In 2001, Gérard Collomb and Bertrand Delanoë became mayors of Lyon and Paris for the first time in similar circumstances, as did Anne Hidalgo in Paris in 2020, and—according to some—also in 2014.

Thus, the electoral system used to elect the mayors of Paris, Lyon and Marseille can result in the election of a mayor who is in the minority in the popular vote, a phenomenon also observed with the indirect system used to elect the President of the United States, which has on several occasions produced presidents without a popular-vote majority.

Although it has never happened, it is theoretically possible for a mayor to be elected while being in the minority both in votes and in sectors won. For example, in Paris in 2020, a candidate receiving 50.1% of the vote in head-to-head races in the 10th, 13th to 16th, and 18th to 20th arrondissements (8 sectors out of 17), and 0% in the others, would obtain 82 of the 163 seats in the Council of Paris—enough to be elected mayor—with only 31.65% of the citywide popular vote. This share could be lowered further by imagining three- or four-way races rather than head-to-head contests in those arrondissements.

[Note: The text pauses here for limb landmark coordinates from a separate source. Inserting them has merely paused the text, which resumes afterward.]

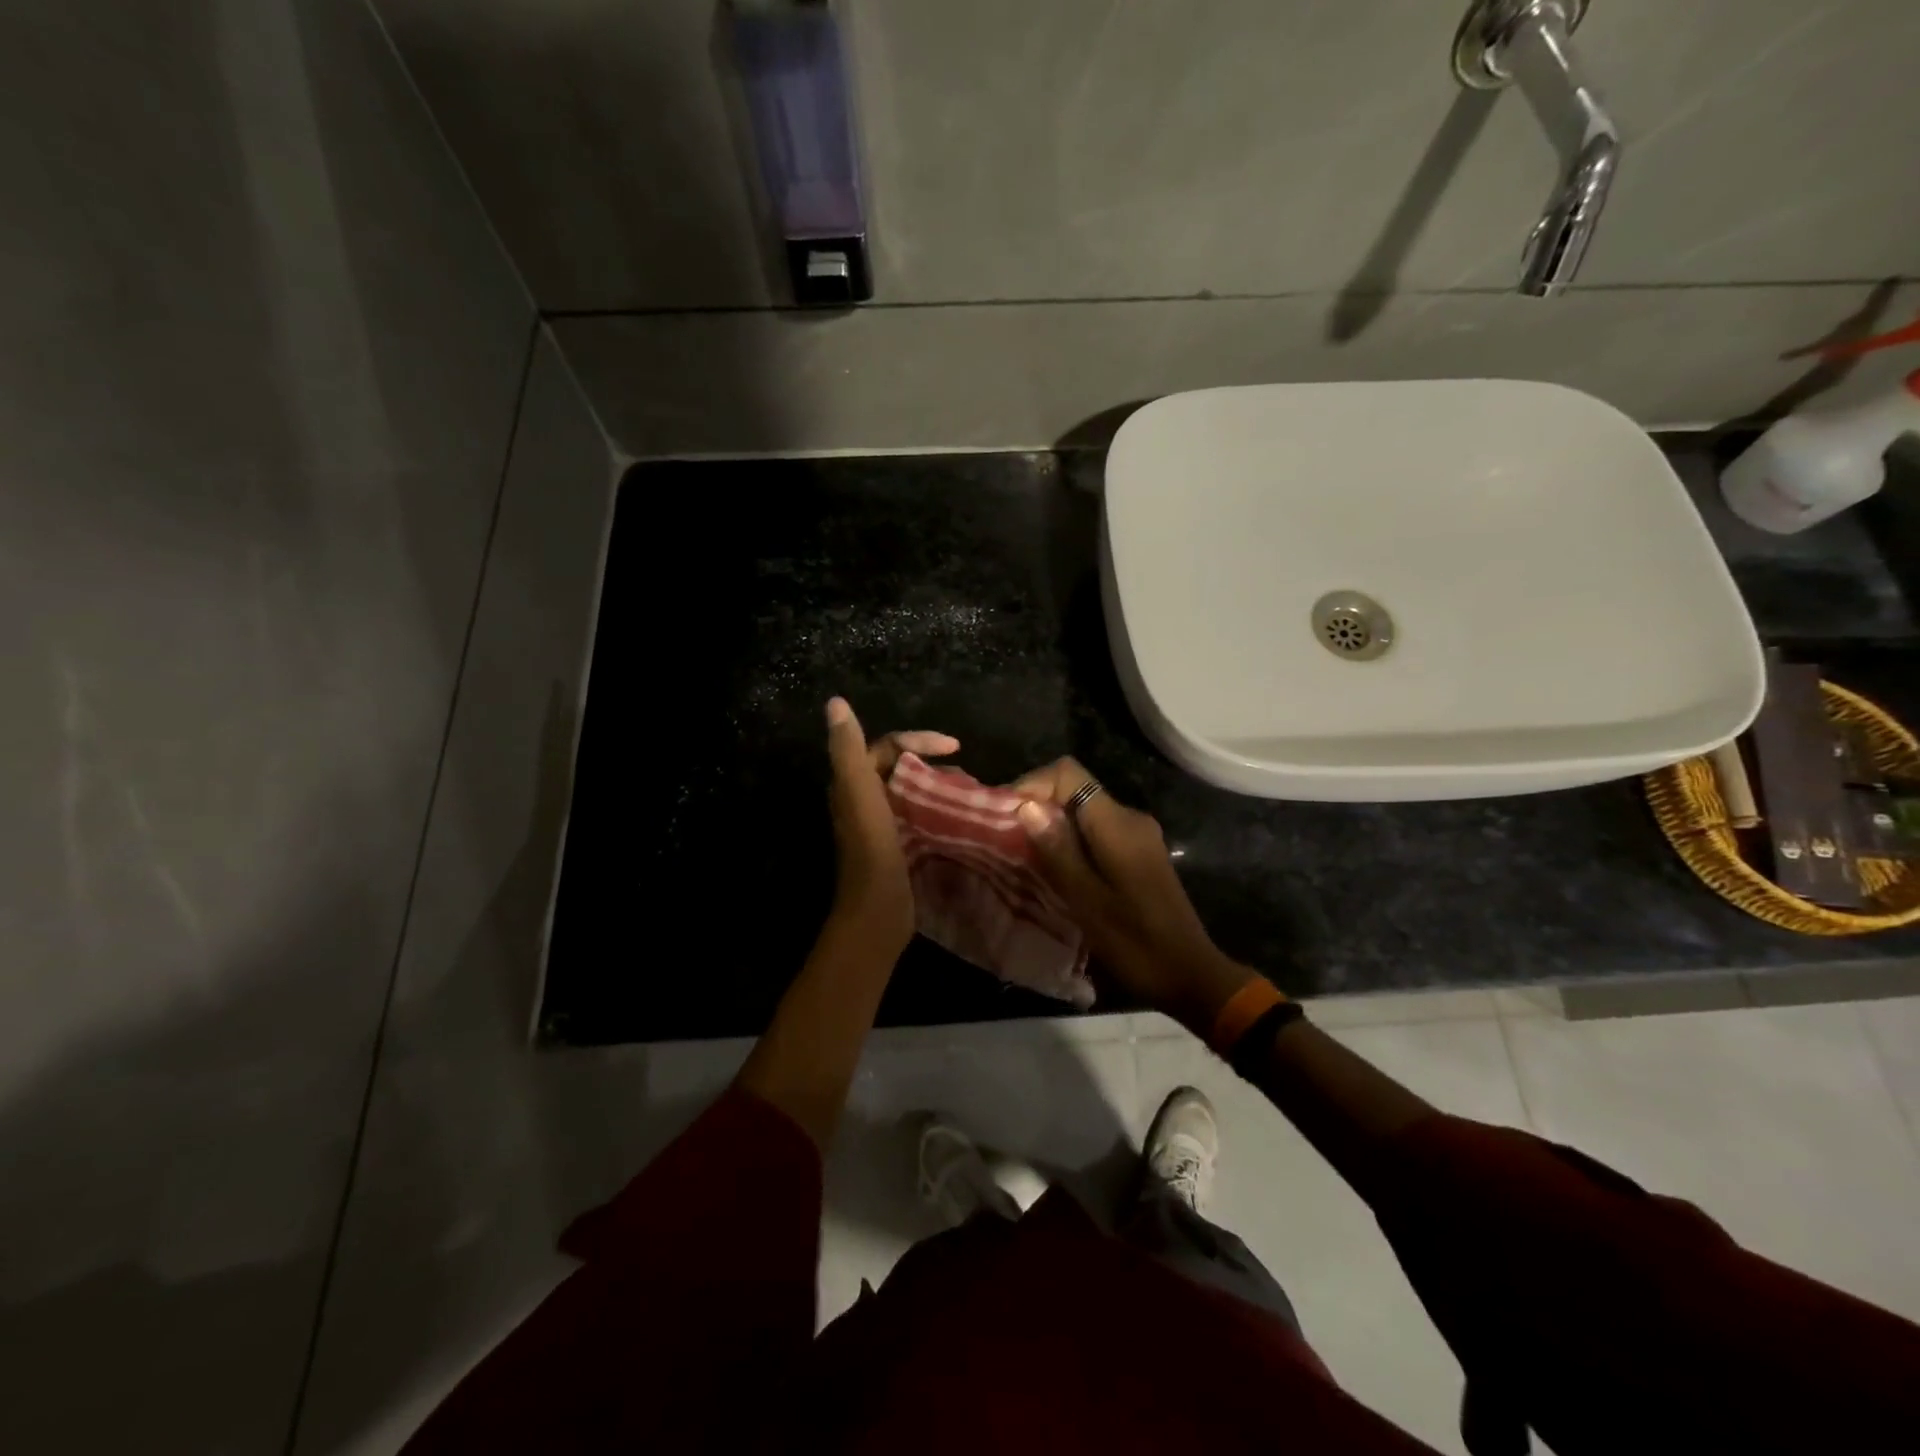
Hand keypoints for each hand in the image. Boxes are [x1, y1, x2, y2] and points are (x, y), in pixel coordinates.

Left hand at [825, 697, 957, 956]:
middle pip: (900, 767)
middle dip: (932, 761)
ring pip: (911, 791)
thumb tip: (835, 702)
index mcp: (853, 784)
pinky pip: (919, 815)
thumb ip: (847, 749)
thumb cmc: (872, 851)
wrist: (876, 913)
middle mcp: (863, 800)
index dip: (920, 739)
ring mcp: (880, 825)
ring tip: (968, 790)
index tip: (955, 746)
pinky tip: (960, 817)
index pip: (887, 745)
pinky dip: (938, 809)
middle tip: (964, 768)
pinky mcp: (897, 846)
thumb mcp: (860, 794)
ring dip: (937, 785)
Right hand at [1012, 759, 1256, 1034]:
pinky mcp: (1138, 855)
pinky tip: (1055, 873)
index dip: (1033, 785)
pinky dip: (1070, 844)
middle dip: (1037, 809)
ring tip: (1024, 860)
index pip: (1068, 773)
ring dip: (1052, 829)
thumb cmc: (1135, 941)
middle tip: (1008, 843)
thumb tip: (1027, 806)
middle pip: (1074, 790)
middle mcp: (1129, 818)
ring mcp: (1137, 836)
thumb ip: (1057, 850)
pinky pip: (1095, 834)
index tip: (1007, 818)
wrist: (1189, 976)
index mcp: (1117, 823)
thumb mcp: (1087, 900)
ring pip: (1083, 813)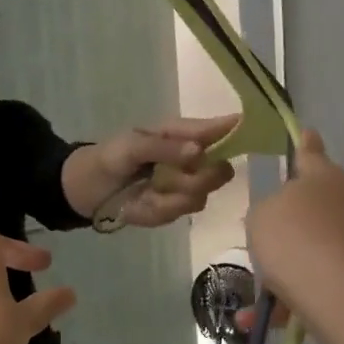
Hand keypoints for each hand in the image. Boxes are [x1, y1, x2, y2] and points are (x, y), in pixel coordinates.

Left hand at [69, 115, 238, 227]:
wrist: (87, 191)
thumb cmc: (109, 157)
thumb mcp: (131, 146)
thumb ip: (164, 148)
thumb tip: (199, 151)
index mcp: (184, 134)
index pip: (222, 129)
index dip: (240, 130)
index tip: (256, 132)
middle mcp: (193, 160)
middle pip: (221, 171)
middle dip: (197, 178)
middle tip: (167, 176)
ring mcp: (186, 187)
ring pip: (200, 196)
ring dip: (170, 196)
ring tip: (146, 189)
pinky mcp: (175, 210)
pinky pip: (179, 213)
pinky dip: (157, 210)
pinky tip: (140, 203)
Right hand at [242, 131, 343, 335]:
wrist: (341, 295)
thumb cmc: (294, 241)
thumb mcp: (260, 216)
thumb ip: (268, 209)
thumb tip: (283, 215)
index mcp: (324, 177)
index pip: (310, 152)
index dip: (303, 144)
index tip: (305, 133)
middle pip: (316, 204)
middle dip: (291, 222)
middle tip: (264, 240)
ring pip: (317, 246)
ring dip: (289, 267)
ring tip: (258, 299)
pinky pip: (325, 278)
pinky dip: (299, 295)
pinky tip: (269, 318)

This same two-round party-list proportional system with a 50% majority bonus by sector was adopted for the election of the Metropolis of Lyon council under the 2015 MAPTAM law. However, the effects of electing a majority of metropolitan councillors with a minority of votes would be far more problematic than for municipal elections in Paris, Marseille and Lyon, given that the metropolitan level now holds nearly all powers in the Lyon urban area.

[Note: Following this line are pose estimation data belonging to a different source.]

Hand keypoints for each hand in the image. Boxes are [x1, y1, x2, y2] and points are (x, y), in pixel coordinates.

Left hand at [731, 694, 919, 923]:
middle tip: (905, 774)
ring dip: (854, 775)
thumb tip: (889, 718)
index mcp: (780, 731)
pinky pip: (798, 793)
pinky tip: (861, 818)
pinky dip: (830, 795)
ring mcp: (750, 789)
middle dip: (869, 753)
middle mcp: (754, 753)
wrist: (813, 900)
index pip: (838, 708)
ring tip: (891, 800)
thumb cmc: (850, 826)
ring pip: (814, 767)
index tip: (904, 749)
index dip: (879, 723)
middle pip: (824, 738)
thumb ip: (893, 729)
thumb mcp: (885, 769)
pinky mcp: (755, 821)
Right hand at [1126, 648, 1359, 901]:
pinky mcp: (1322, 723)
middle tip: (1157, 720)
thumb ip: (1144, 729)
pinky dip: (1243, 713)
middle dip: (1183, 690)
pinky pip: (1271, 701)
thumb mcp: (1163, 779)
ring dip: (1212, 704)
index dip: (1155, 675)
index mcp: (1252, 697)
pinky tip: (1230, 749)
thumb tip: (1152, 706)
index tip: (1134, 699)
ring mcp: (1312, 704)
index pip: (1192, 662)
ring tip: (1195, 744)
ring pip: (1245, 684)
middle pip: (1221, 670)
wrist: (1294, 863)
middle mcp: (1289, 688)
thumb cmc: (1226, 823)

==== Legal workaround of the Electoral Code in Lyon ====
While he could have only been a candidate in only one arrondissement of Lyon, Louis Pradel came up with the idea during the 1965 municipal election of having all of his running-mates join an association called “P.R.A.D.E.L.” (Pour la Réalisation Active Des Espérances Lyonnaises) and including on ballot papers used in each of the city’s nine arrondissements the wording “Liste P.R.A.D.E.L.” (the Electoral Code preventing him from including his name). Voters for any of his nine lists thus knew which potential future mayor they were supporting. The strategy was so successful that Pradel won all arrondissements in the first round—thus winning all nine arrondissement town halls and the central city hall—and his four successors used the same tactic.

== 2025 PLM law ==

The law modifying the rules for electing the mayors of Paris, Lyon and Marseille was assented to on 11 August 2025 and published in the Journal officiel on 12 August 2025. The new law will apply for the first time at the municipal elections scheduled for March 2026. The 2025 law introduces two separate elections held at the same time. Voters therefore vote on the same day both to elect arrondissement/sector councillors and to elect municipal councillors for the commune as a whole. These elections use a two-round party-list proportional representation system. For the municipal election only, the new law reduces the majority bonus for the list finishing first in the first or second round to 25% (compared with 50% in other French communes and in arrondissements/sectors).

An article was added by MPs to codify the Paris City Hall practice of regularly convening arrondissement mayors to discuss topics of their choosing, and to extend this possibility to Lyon and Marseille. The General Code of Territorial Collectivities was therefore amended to provide in the three cities for a new coordination body known as the “conference of mayors” (conférence des maires).